Line count for "Лесная": state how many lines of the listing below contain it, without anything else.
★ ★ ★ ★ ★
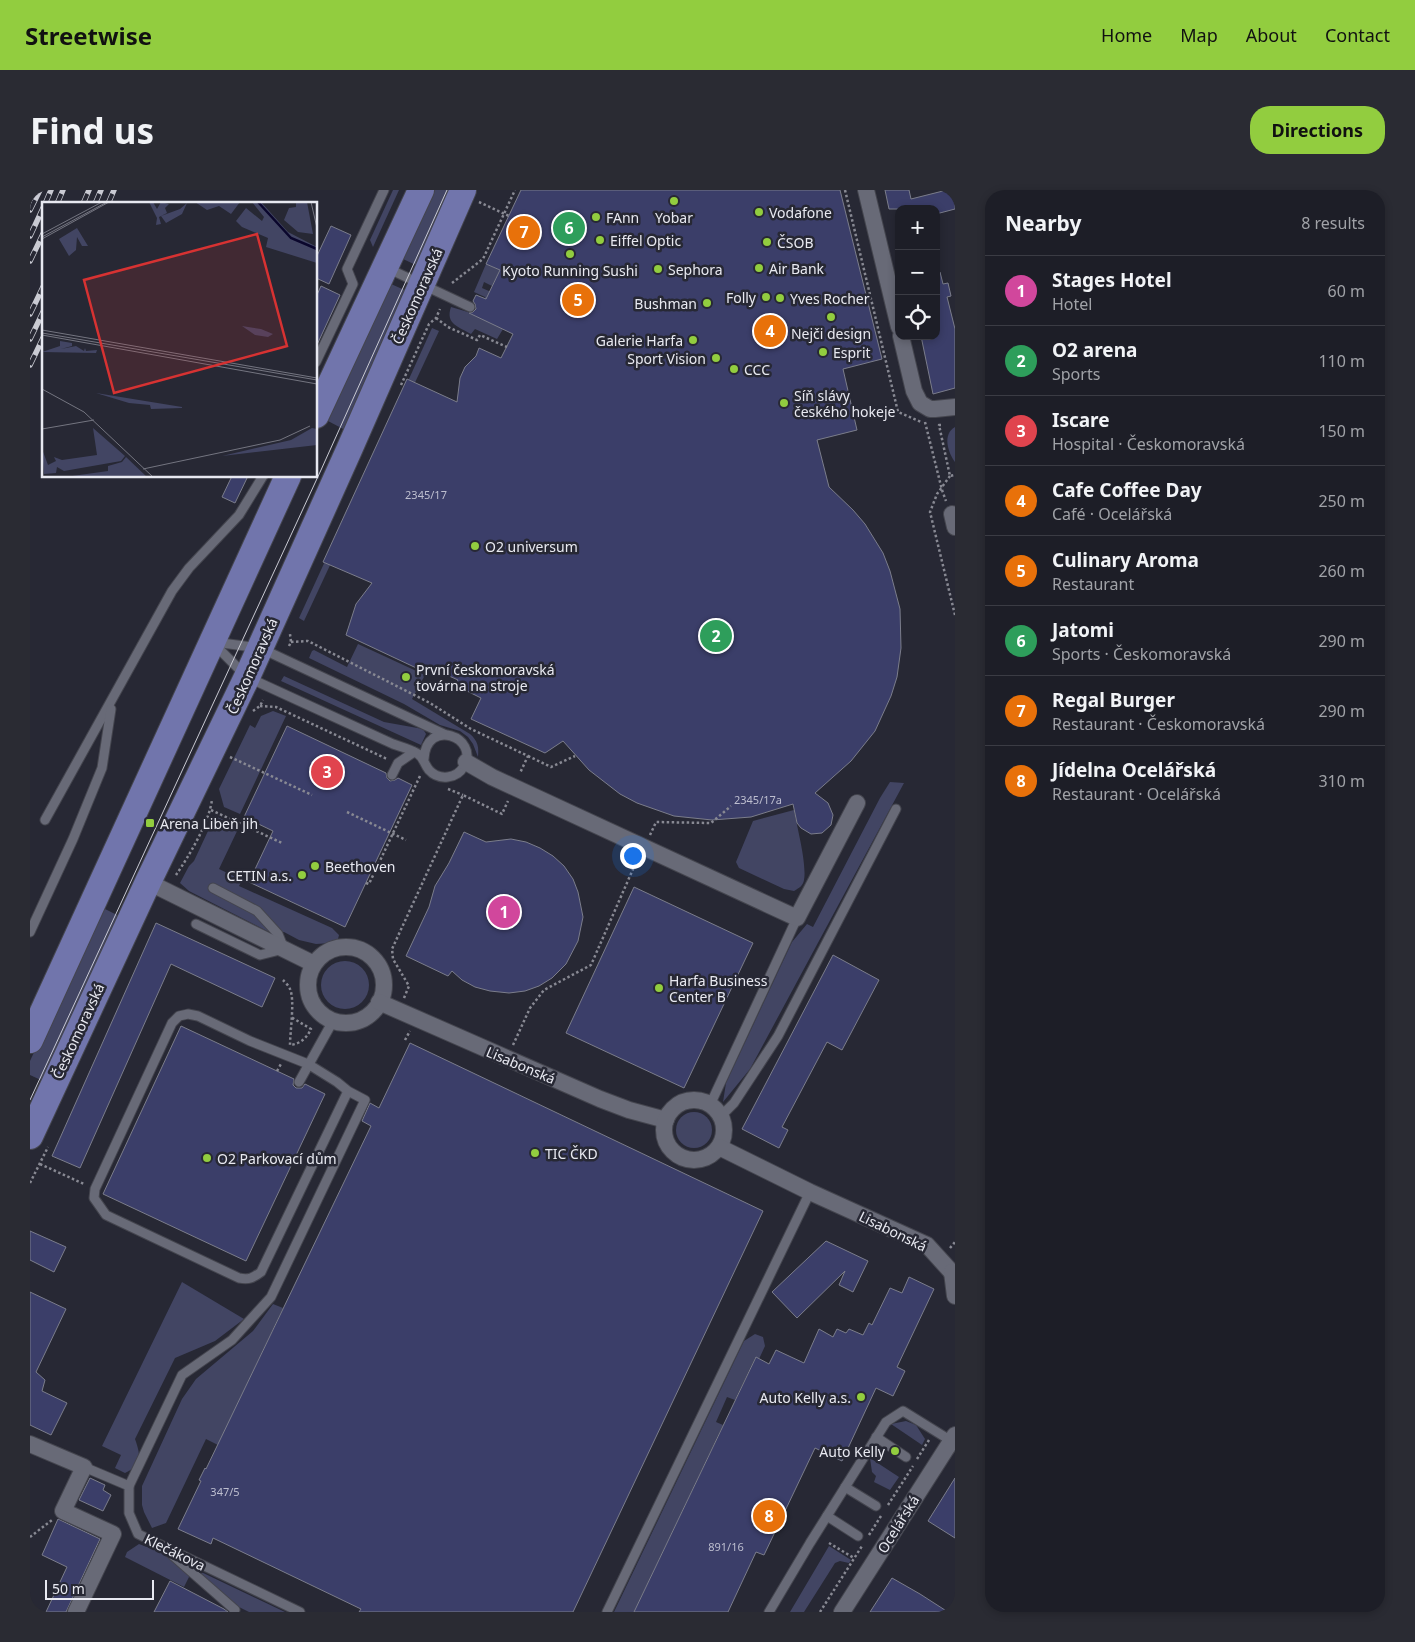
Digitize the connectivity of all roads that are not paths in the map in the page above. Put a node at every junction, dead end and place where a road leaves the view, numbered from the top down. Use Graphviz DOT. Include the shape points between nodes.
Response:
graph roads {
  1 [pos="384,190"];
  2 [pos="421,190"];
  3 [pos="866,190"];
  4 [pos="470,196"];
  5 [pos="385,267"];
  6 [pos="422,284"];
  7 [pos="470,307"];
  8 [pos="895,311"];
  9 [pos="902,340"];
  10 [pos="318,358"];
  11 [pos="955,407"];
  12 [pos="318,410"];
  13 [pos="270,486"];
  14 [pos="211,642"];
  15 [pos="260,648"];
  16 [pos="247,677"];
  17 [pos="111,703"];
  18 [pos="444,734"];
  19 [pos="393,744"];
  20 [pos="414,752"];
  21 [pos="424,758"];
  22 [pos="466,762"];
  23 [pos="398,763"];
  24 [pos="392,775"];
  25 [pos="857,803"];
  26 [pos="896,809"];
  27 [pos="45,820"];
  28 [pos="148,882"];
  29 [pos="213,888"];
  30 [pos="797,918"];
  31 [pos="196,924"];
  32 [pos="30,932"];
  33 [pos="284,949"];
  34 [pos="314,964"];
  35 [pos="379,1002"];
  36 [pos="333,1021"];
  37 [pos="30,1040"];
  38 [pos="308,1064"];
  39 [pos="299,1082"];
  40 [pos="348,1091"];
  41 [pos="716,1110"];
  42 [pos="666,1120"];
  43 [pos="30,1136"];
  44 [pos="719,1146"];
  45 [pos="810,1192"];
  46 [pos="954,1274"];
  47 [pos="955,1296"];
  48 [pos="876,1437"];
  49 [pos="954,1440"];
  50 [pos="30,1444"];
  51 [pos="906,1457"];
  52 [pos="84,1467"];
  53 [pos="129,1486"];
  54 [pos="845,1486"];
  55 [pos="876,1506"];
  56 [pos="827,1516"];
  57 [pos="858,1536"];
  58 [pos="161,1545"];
  59 [pos="76,1612"];
  60 [pos="234,1612"];
  61 [pos="300,1612"];
  62 [pos="607,1612"];
  63 [pos="769,1612"];
  64 [pos="842,1612"];
  1 -- 10 [label="lane" via="347,270 353,284"];
  2 -- 5 [label="main road"];
  3 -- 8 [label="street"];
  4 -- 6 [label="main road, Českomoravská"];
  5 -- 6 [label="lane"];
  5 -- 12 [label="main road"];
  6 -- 7 [label="lane"];
  6 -- 15 [label="main road, Českomoravská"];
  9 -- 11 [label="street" via="920,403 930,409"];
  13 -- 14 [label="main road"];
  13 -- 17 [label="lane" via="189,568 172,591"];
  14 -- 15 [label="lane"];
  14 -- 16 [label="lane"];
  14 -- 37 [label="main road"];
  15 -- 16 [label="main road, Českomoravská"];
  15 -- 18 [label="lane"];
  16 -- 19 [label="lane"];
  16 -- 28 [label="main road, Českomoravská"];
  17 -- 27 [label="lane"];
  17 -- 32 [label="lane" via="102,768"];
  18 -- 21 [label="lane" via="431,739"];
  18 -- 22 [label="lane" via="456,737 464,745"];
  19 -- 20 [label="lane"];
  19 -- 23 [label="lane"];
  20 -- 21 [label="lane"];
  20 -- 23 [label="lane"];
  21 -- 22 [label="lane" via="432,773 443,777 455,775"];
  22 -- 30 [label="street"];
  23 -- 24 [label="lane"];
  25 -- 30 [label="street"];
  26 -- 41 [label="lane" via="778,1036 734,1103"];
  28 -- 33 [label="street"];
  28 -- 43 [label="main road, Českomoravská" via="41,1103"];
  29 -- 33 [label="lane" via="257,911 278,934"];
  30 -- 41 [label="lane"];
  31 -- 33 [label="lane" via="260,955"];
  33 -- 34 [label="street"];
  34 -- 35 [label="street" via="336,948 363,951 376,963 383,979"];
  34 -- 36 [label="street" via="309,974 310,997 319,1011"];
  35 -- 36 [label="street" via="364,1018 354,1022"];
  35 -- 42 [label="street, Lisabonská" via="600,1099"];
  36 -- 38 [label="lane"];
  38 -- 39 [label="lane"];
  38 -- 40 [label="lane"];
  38 -- 40 [label="lane" via="198,1016 179,1016 172,1024 95,1189 94,1198 106,1215 240,1278 254,1278 261,1272"];
  40 -- 53 [label="lane" via="365,1100 271,1297 232,1340 182,1375"];
  41 -- 42 [label="street" via="702,1101 693,1100 677,1106"];
  41 -- 44 [label="street" via="724,1131"];
  42 -- 44 [label="street" via="664,1128 668,1145 681,1157 689,1160 706,1158"];
  44 -- 45 [label="street, Lisabonská"];
  45 -- 46 [label="street, Lisabonská" via="927,1245"];
  45 -- 62 [label="lane"];
  46 -- 47 [label="street, Lisabonská"];
  48 -- 49 [label="lane" via="886,1422 903,1411"];
  48 -- 51 [label="lane"];
  48 -- 54 [label="lane"];
  49 -- 64 [label="street, Ocelářská"];
  50 -- 52 [label="street"];
  52 -- 53 [label="lane"];
  52 -- 59 [label="street" via="63,1511 113,1534"];
  53 -- 58 [label="lane, Klečákova" via="130,1513 138,1534"];
  54 -- 55 [label="lane"];
  54 -- 56 [label="lane"];
  56 -- 57 [label="lane"];
  56 -- 63 [label="lane"];
  58 -- 60 [label="lane"];
  58 -- 61 [label="lane, Klečákova"];
}
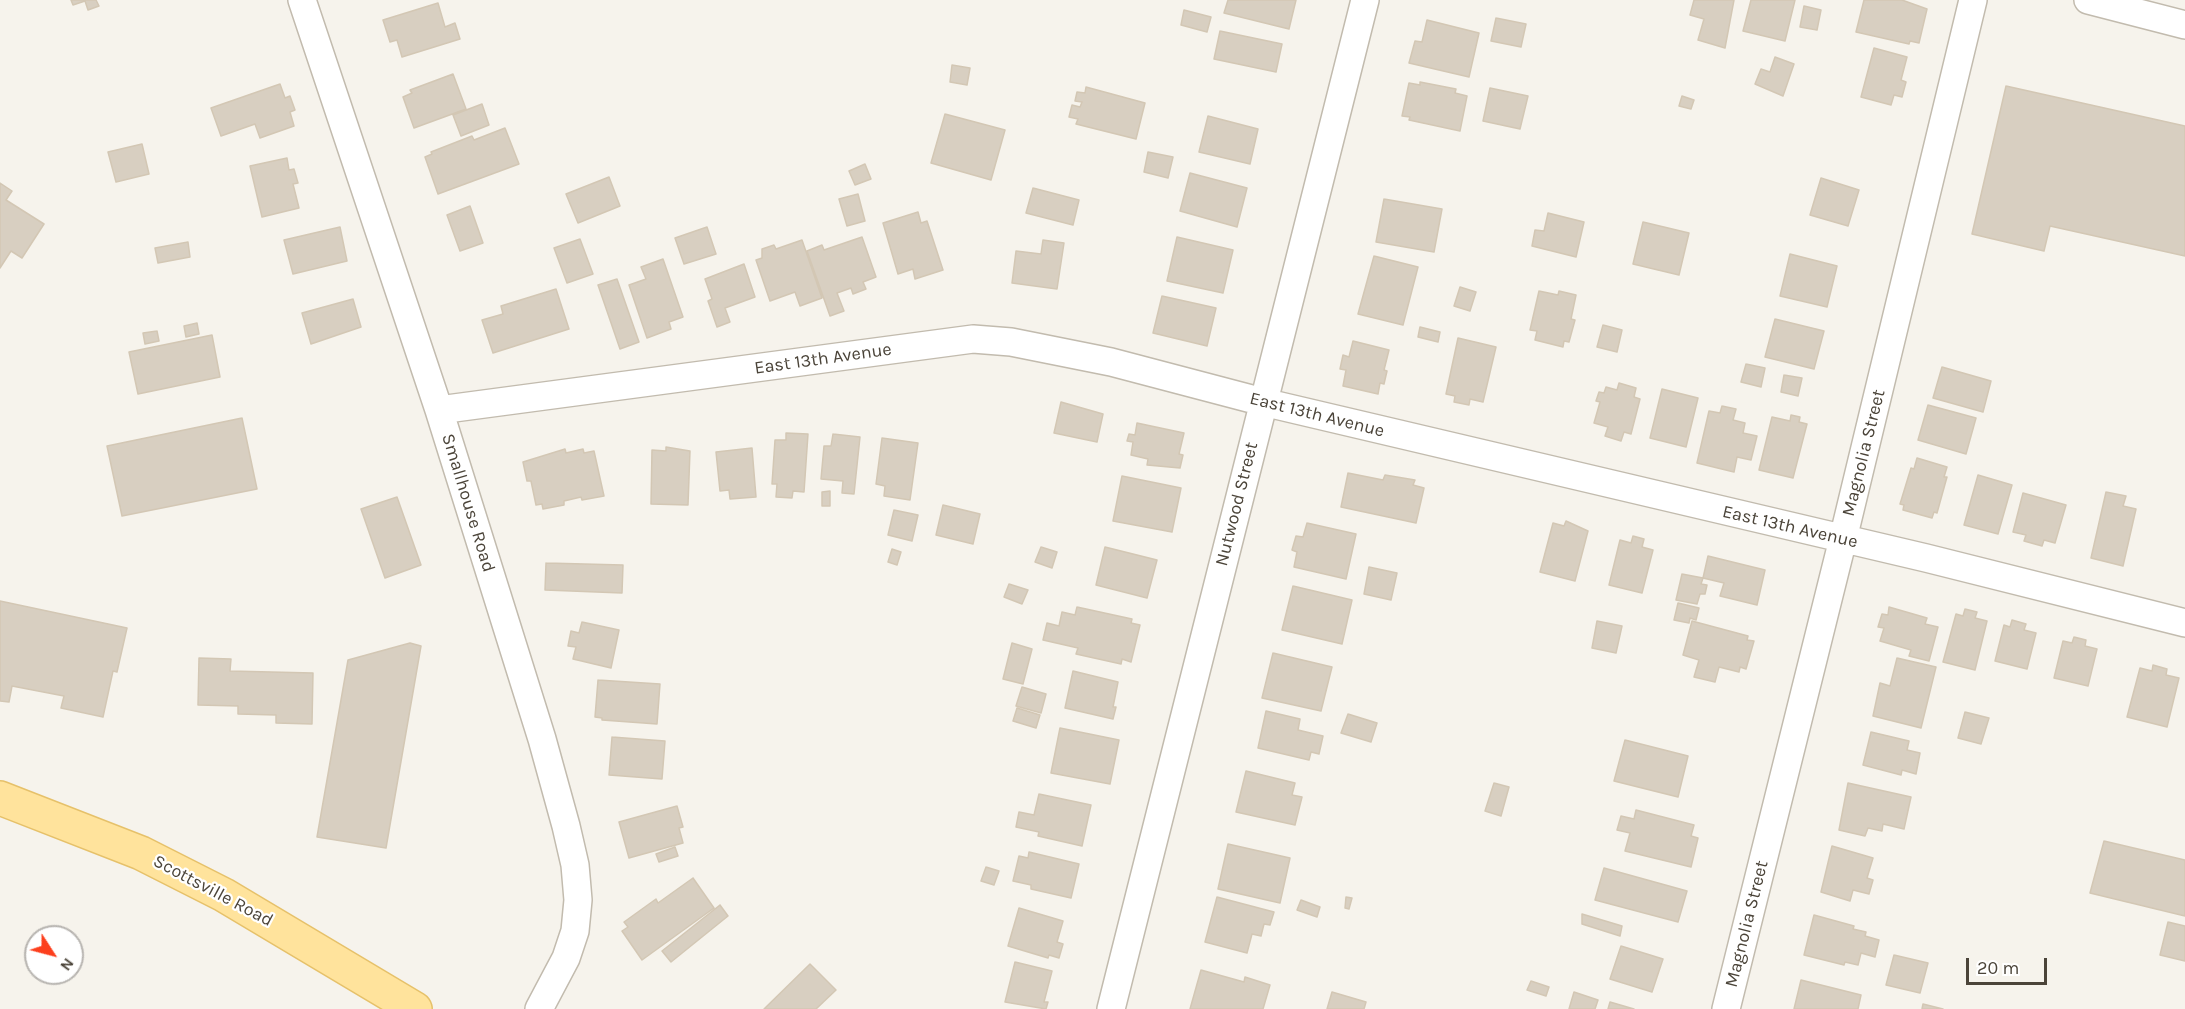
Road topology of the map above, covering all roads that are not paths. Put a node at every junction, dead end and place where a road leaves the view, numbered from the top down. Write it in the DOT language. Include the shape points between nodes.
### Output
graph roads {
  1 [pos="302,0"];
  2 [pos="1365,0"];
  3 [pos="1973,0"];
  4 [pos="2088,0"];
  5 [pos="2185,25"];
  6 [pos="1263,402"];
  7 [pos="439,410"];
  8 [pos="1843,539"];
  9 [pos="2185,623"];
  10 [pos="0,798"];
  11 [pos="415,1009"];
  12 [pos="539,1009"];
  13 [pos="1111,1009"];
  14 [pos="1726,1009"];
  1 -- 7 [label="street, Smallhouse Road"];
  2 -- 6 [label="street, Nutwood Street"];
  3 -- 8 [label="street, Magnolia Street"];
  4 -- 5 [label="street"];
  6 -- 7 [label="street, East 13th Avenue" via="1111,362 1011,342 974,339"];
  6 -- 8 [label="street, East 13th Avenue"];
  6 -- 13 [label="street, Nutwood Street"];
  7 -- 12 [label="street, Smallhouse Road" via="542,739 575,865 575,931 566,958"];
  8 -- 9 [label="street, East 13th Avenue"];
  8 -- 14 [label="street, Magnolia Street"];
  10 -- 11 [label="main road, Scottsville Road" via="141,853 224,895"];
}
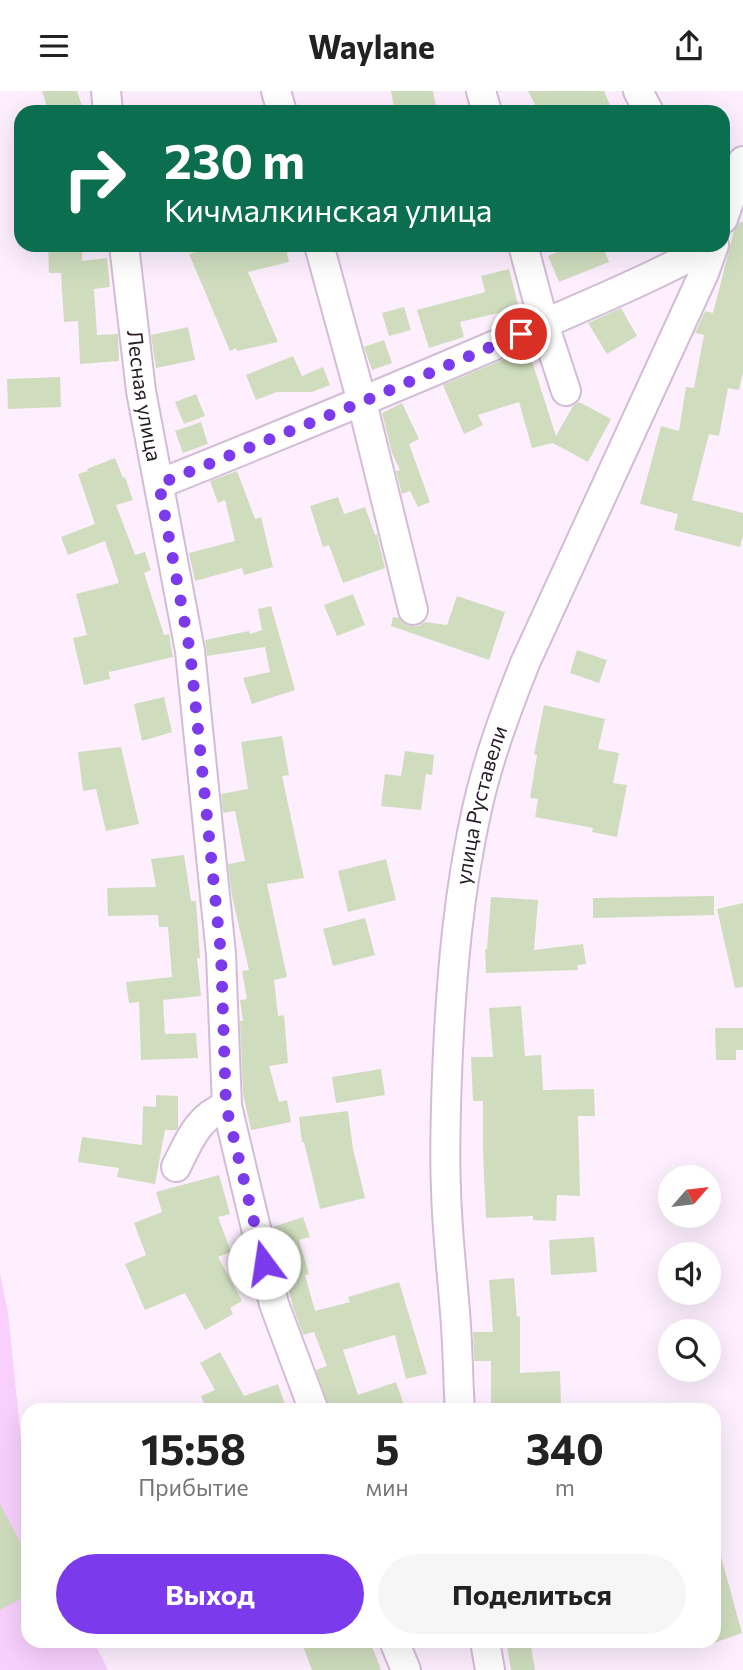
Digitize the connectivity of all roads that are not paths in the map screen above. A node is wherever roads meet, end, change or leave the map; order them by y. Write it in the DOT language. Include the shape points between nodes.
graph roads {
  1 [pos="743,160"];
  2 [pos="730,193"];
  3 [pos="125,252"];
  4 [pos="321,252"];
  5 [pos="525,252"];
  6 [pos="699,252"];
  7 [pos="711,252"];
  8 [pos="544,324"];
  9 [pos="566,391"];
  10 [pos="362,402"];
  11 [pos="159,484"];
  12 [pos="413,610"];
  13 [pos="226,1106"];
  14 [pos="176,1167"];
  15 [pos="311,1403"];
  16 [pos="459,1403"];
  17 [pos="397,1648"];
  18 [pos="486,1648"];
  19 [pos="405,1670"];
  20 [pos="490,1670"];
  1 -- 2 [label="street"];
  3 -- 11 [label="street, Лесная улица" via="141,391"];
  4 -- 10 [label="street"];
  5 -- 8 [label="street"];
  6 -- 8 [label="street"];
  7 -- 16 [label="street, улица Руставели" via="525,663 478,806 455,944 445,1116"];
  8 -- 9 [label="street"];
  8 -- 10 [label="street"];
  10 -- 11 [label="street"];
  10 -- 12 [label="street"];
  11 -- 13 [label="street, Лесная улица" via="190,651 221,954"];
  13 -- 14 [label="street" via="204,1118"];
  13 -- 15 [label="street, Лесная улица" via="274,1304"];
  17 -- 19 [label="street"];
  18 -- 20 [label="street"];
}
★ ★ ★ ★ ★
#### ANSWER BELOW
3